Finger knitting is easy, tactile, and requires no equipment. A lot of young children (mine included, in years past) seem to enjoy seeing how quickly their piece grows. There are two methods that I know of.

Finger Knitting Method 1
Although the following method is sometimes called finger knitting, I call it finger crochet. It's a way to make a chain stitch without a hook.

First, the slipknot:
Once that is done, you continue to make a series of slipknots using your fingers. Just reach through the loop, grab yarn from the long end of the slipknot, and pull it back through. Continuing this, you create a chain:
Adding a crochet hook can feel a little unwieldy at first. It helps to remember to turn the hook up when catching the yarn, and down when pulling the yarn through.

Finger Knitting Method 2
This method is much closer to knitting as we think of it. You cast on by weaving the yarn around your fingers--first one way, and then back again. Once you have yarn on both sides of both fingers, you will bring the yarn straight across all four fingers as in the last picture of this sequence:
Now make your loops. Bring the yarn that is wound around your fingers up and over the yarn that is going across the fingers. It helps to bend your finger so the loop can just slip. Bottom yarn over top yarn, like so:
Continue with each finger in turn. Bring the bottom yarn over the top yarn for the pointer, the middle, the ring, and the pinkie fingers. Then you'll pass the yarn across the palm side of your fingers again and bring the bottom yarn over the top for the pinkie, the ring, the middle and the pointer fingers. Back and forth, forth and back. It goes pretty quickly:
In about a minute, you'll have a piece of knitting that looks like this:
Some years ago, one of my boys made scarves for his aunts using this method of finger knitting. They are narrow, but they knit up so quickly that it's possible to do a nice long scarf in a single sitting. If you need to, you can also transfer the loops from your fingers on to a large knitting needle until you're ready to pick up again.

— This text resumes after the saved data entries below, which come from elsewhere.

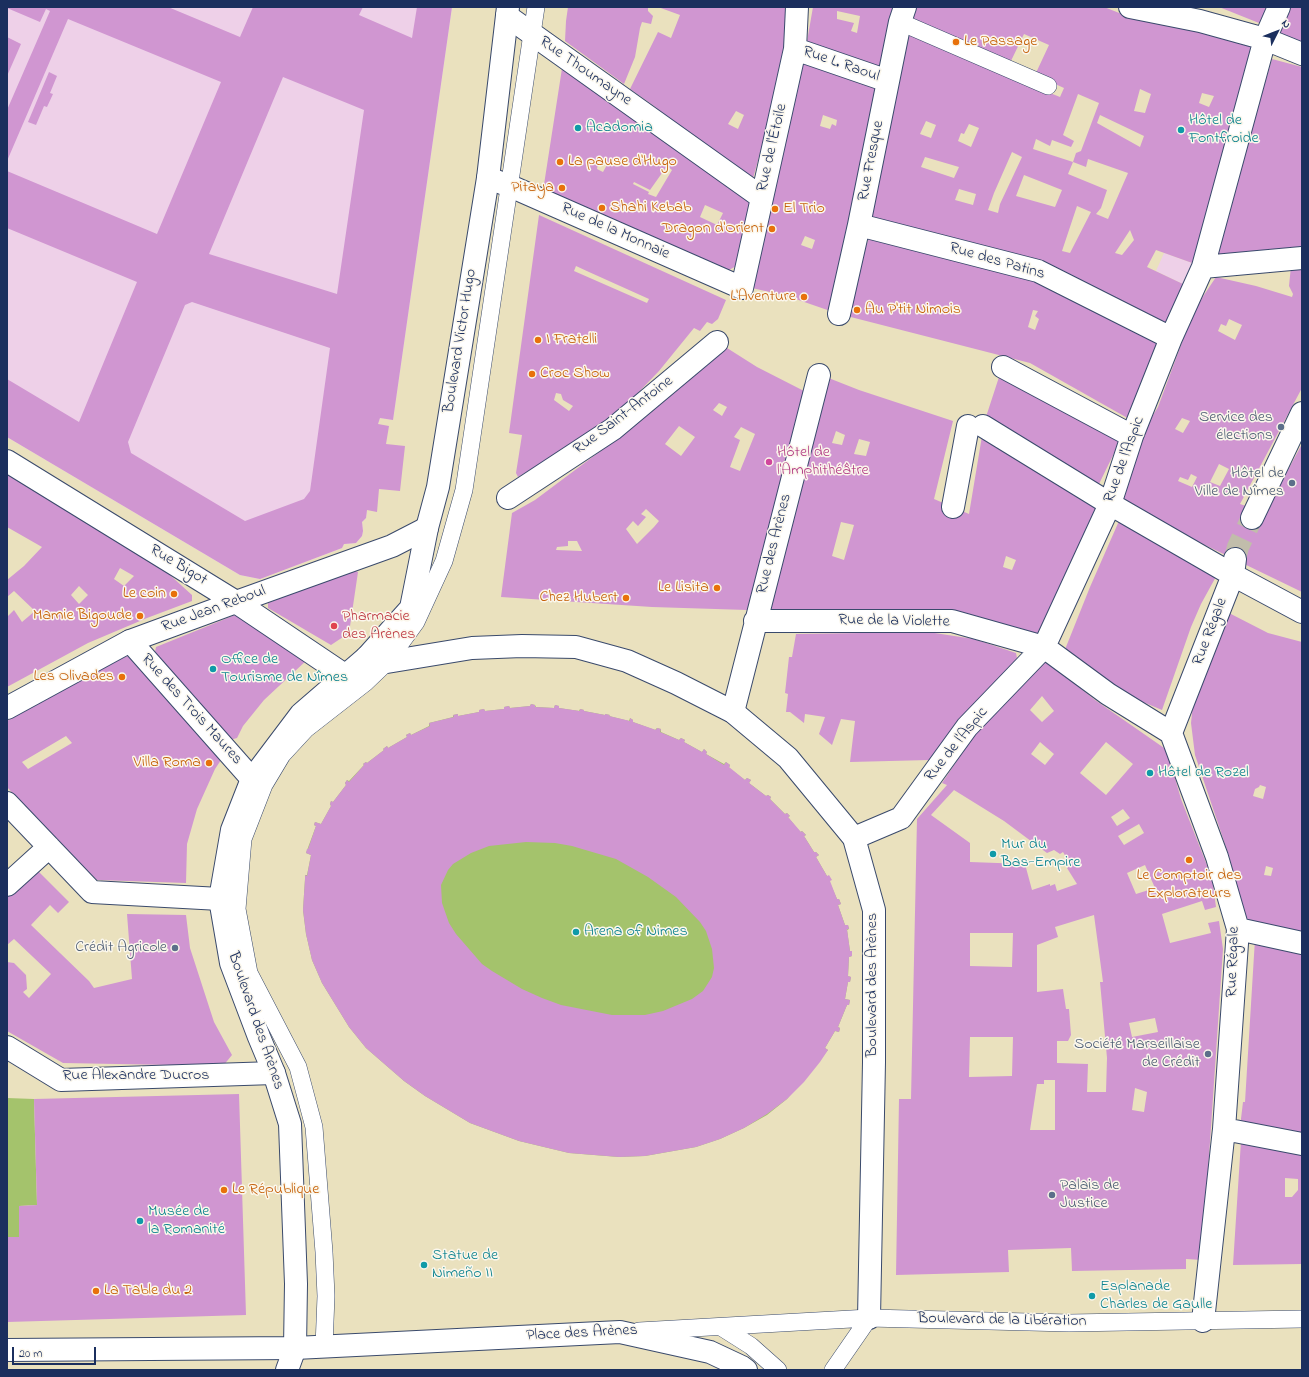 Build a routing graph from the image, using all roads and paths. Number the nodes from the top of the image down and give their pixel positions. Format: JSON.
{"nodes":[{"id":1,"x":536,"y":7,"type":"edge"},
{"id":2,"x":797,"y":7,"type":"edge"},
{"id":3,"x":1130,"y":7,"type":"edge"},
{"id":4,"x":1279,"y":7,"type":"edge"},
{"id":5,"x":508,"y":12,"type":"edge"},
{"id":6,"x":902,"y":14,"type":"edge"},
{"id":7,"x":532,"y":34,"type":"junction"},
{"id":8,"x":1265,"y":40,"type":"junction"},
{"id":9,"x":795,"y":49,"type":"junction"},
{"id":10,"x":1302,"y":54,"type":"edge"},
{"id":11,"x":888,"y":81,"type":"junction"},
{"id":12,"x":1048,"y":86,"type":"dead end"},
{"id":13,"x":488,"y":178,"type":"junction"},
{"id":14,"x":510,"y":186,"type":"junction"},
{"id":15,"x":761,"y":197,"type":"junction"},
{"id":16,"x":859,"y":225,"type":"junction"},
{"id":17,"x":1302,"y":258,"type":"edge"},
{"id":18,"x":1203,"y":268,"type":"junction"},
{"id":19,"x":742,"y":288,"type":"joint"},
{"id":20,"x":839,"y":314,"type":"dead end"},
{"id":21,"x":1172,"y":338,"type":"junction"},
{"id":22,"x":717,"y":342,"type":"dead end"},
{"id":23,"x":1003,"y":367,"type":"dead end"},
{"id":24,"x":819,"y":375,"type":"dead end"},
{"id":25,"x":1302,"y":413,"type":"edge"},
{"id":26,"x":1132,"y":436,"type":"junction"},
{"id":27,"x":7,"y":461,"type":"edge"},
{"id":28,"x":508,"y":498,"type":"dead end"},
{"id":29,"x":1110,"y":504,"type":"junction"},
{"id":30,"x":953,"y":506,"type":"dead end"},
{"id":31,"x":1252,"y":518,"type":"tunnel mouth"},
{"id":32,"x":427,"y":528,"type":"junction"},
{"id":33,"x":1234,"y":567,"type":"junction"},
{"id":34,"x":236,"y":602,"type":"junction"},
{"id":35,"x":1302,"y":612,"type":"edge"},
{"id":36,"x":755,"y":621,"type":"junction"},
{"id":37,"x":130,"y":641,"type":"junction"},
{"id":38,"x":1044,"y":647,"type":"junction"},
{"id":39,"x":377,"y":660,"type":"junction"},
{"id":40,"x":346,"y":676,"type":"junction"},
{"id":41,"x":7,"y":708,"type":"edge"},
{"id":42,"x":733,"y":712,"type":"junction"},
{"id":43,"x":1171,"y":733,"type":"junction"},
{"id":44,"x":252,"y":779,"type":"junction"},
{"id":45,"x":7,"y":803,"type":"edge"},
{"id":46,"x":854,"y":838,"type":"junction"},
{"id":47,"x":49,"y":847,"type":"junction"},
{"id":48,"x":7,"y":885,"type":"edge"},
{"id":49,"x":220,"y":899,"type":"junction"},
{"id":50,"x":1238,"y":929,"type":"junction"},
{"id":51,"x":1302,"y":943,"type":"edge"},
{"id":52,"x":7,"y":1048,"type":"edge"},
{"id":53,"x":274,"y":1073,"type":"junction"},
{"id":54,"x":1224,"y":1129,"type":"junction"},
{"id":55,"x":1302,"y":1144,"type":"edge"},
{"id":56,"x":869,"y":1318,"type":"junction"},
{"id":57,"x":1302,"y":1319,"type":"edge"},
{"id":58,"x":1204,"y":1321,"type":"junction"},
{"id":59,"x":721,"y":1327,"type":"junction"},
{"id":60,"x":620,"y":1332,"type":"junction"},
{"id":61,"x":324,"y":1347,"type":"junction"},
{"id":62,"x":295,"y":1348,"type":"junction"},
{"id":63,"x":7,"y":1350,"type":"edge"},
{"id":64,"x":776,"y":1368,"type":"edge"},
{"id":65,"x":287,"y":1370,"type":"edge"},
{"id":66,"x":746,"y":1370,"type":"edge"},
{"id":67,"x":833,"y":1370,"type":"edge"}],
"edges":[{"from":1,"to":7,"type":"lane","name":"Boulevard Victor Hugo"},
{"from":2,"to":9,"type":"street","name":"Rue de l'Étoile"},
{"from":3,"to":8,"type":"street"},
{"from":4,"to":8,"type":"street","name":"Rue de l'Aspic"},
{"from":5,"to":7,"type":"street","name":"Rue Thoumayne"},
{"from":5,"to":13,"type":"street","name":"Boulevard Victor Hugo"},
{"from":6,"to":11,"type":"street","name":"Rue Fresque"},
{"from":6,"to":12,"type":"lane"},
{"from":7,"to":14,"type":"lane","name":"Boulevard Victor Hugo"},
{"from":7,"to":15,"type":"street","name":"Rue Thoumayne"},
{"from":8,"to":10,"type":"street"},
{"from":8,"to":18,"type":"street","name":"Rue de l'Aspic"},
{"from":9,"to":11,"type":"street","name":"Rue L. Raoul"},
{"from":9,"to":15,"type":"street","name":"Rue de l'Étoile"},
{"from":11,"to":16,"type":"street","name":"Rue Fresque"},
{"from":13,"to":14,"type":"street","name":"Rue de la Monnaie"},
{"from":13,"to":32,"type":"street","name":"Boulevard Victor Hugo"},
{"from":14,"to":19,"type":"street","name":"Rue de la Monnaie"},
{"from":14,"to":39,"type":"lane","name":"Boulevard Victor Hugo"},
{"from":15,"to":19,"type":"street","name":"Rue de l'Étoile"},
{"from":16,"to":20,"type":"street","name":"Rue Fresque"},
{"from":16,"to":21,"type":"street","name":"Rue des Patins"},
{"from":17,"to":18,"type":"street"},
{"from":18,"to":21,"type":"street","name":"Rue de l'Aspic"},
{"from":21,"to":26,"type":"street","name":"Rue de l'Aspic"},
{"from":22,"to":28,"type":"street","name":"Rue Saint-Antoine"},
{"from":23,"to":26,"type":"street"},
{"from":24,"to":36,"type":"street","name":"Rue des Arènes"},
{"from":25,"to":31,"type":"street"},
{"from":26,"to":29,"type":"street","name":"Rue de l'Aspic"},
{"from":27,"to":34,"type":"street","name":"Rue Bigot"},
{"from":29,"to":30,"type":"street"},
{"from":29,"to":33,"type":"street"},
{"from":29,"to":38,"type":"street","name":"Rue de l'Aspic"},
{"from":32,"to":34,"type":"street","name":"Rue Jean Reboul"},
{"from":32,"to":39,"type":"street","name":"Boulevard Victor Hugo"},
{"from":33,"to":35,"type":"street"},
{"from":33,"to":43,"type":"street","name":"Rue Régale"},
{"from":34,"to":37,"type":"street","name":"Rue Jean Reboul"},
{"from":34,"to":40,"type":"street","name":"Rue Bigot"},
{"from":36,"to":38,"type":"street","name":"Rue de la Violette"},
{"from":36,"to":42,"type":"street","name":"Rue des Arènes"},
{"from":37,"to":41,"type":"street","name":"Rue Jean Reboul"},
{"from":37,"to":44,"type":"street","name":"Rue des Trois Maures"},
{"from":38,"to":43,"type":"street","name":"Rue de la Violette"},
{"from":38,"to":46,"type":"street","name":"Rue de l'Aspic"},
{"from":39,"to":40,"type":"street","name":"Boulevard des Arènes"},
{"from":39,"to":42,"type":"street","name":"Boulevard des Arènes"},
{"from":39,"to":61,"type":"lane","name":"Boulevard Victor Hugo"},
{"from":40,"to":44,"type":"street","name":"Boulevard des Arènes"},
{"from":42,"to":46,"type":"street","name":"Boulevard des Arènes"},
{"from":43,"to":50,"type":"street","name":"Rue Régale"},
{"from":44,"to":49,"type":"street","name":"Boulevard des Arènes"},
{"from":45,"to":47,"type":"street"},
{"from":46,"to":56,"type":"street","name":"Boulevard des Arènes"},
{"from":47,"to":48,"type":"street"},
{"from":47,"to":49,"type":"street"},
{"from":49,"to":53,"type":"street","name":"Boulevard des Arènes"},
{"from":50,"to":51,"type":"street"},
{"from":50,"to":54,"type":"street","name":"Rue Régale"},
{"from":52,"to":53,"type":"street","name":"Rue Alexandre Ducros"},
{"from":53,"to":62,"type":"street","name":"Boulevard des Arènes"},
{"from":54,"to":55,"type":"street"},
{"from":54,"to":58,"type":"street","name":"Rue Régale"},
{"from":56,"to":58,"type":"lane","name":"Boulevard de la Libération"},
{"from":56,"to":59,"type":"lane","name":"Place des Arènes"},
{"from":56,"to":67,"type":"lane"},
{"from":57,"to":58,"type":"lane","name":"Boulevard de la Libération"},
{"from":59,"to":60,"type":"lane","name":"Place des Arènes"},
{"from":59,"to":64,"type":"lane"},
{"from":60,"to":61,"type":"street","name":"Place des Arènes"},
{"from":60,"to":66,"type":"street"},
{"from":61,"to":62,"type":"street","name":"Place des Arènes"},
{"from":62,"to":63,"type":"street","name":"Place des Arènes"},
{"from":62,"to":65,"type":"street","name":"Boulevard des Arènes"}]}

Knitting is nothing more than making yarn into fabric by creating a series of loops, and the best demonstration of that is knitting directly on your own fingers and making the loops with your other hand.


  1. I remember doing this finger knitting all the time as a child/teen. Cool. So glad to find this tutorial to help me remember.


Responses from cool people—please be sure to visit their blogs as well!

Related Posts Plugin for WordPress, Blogger...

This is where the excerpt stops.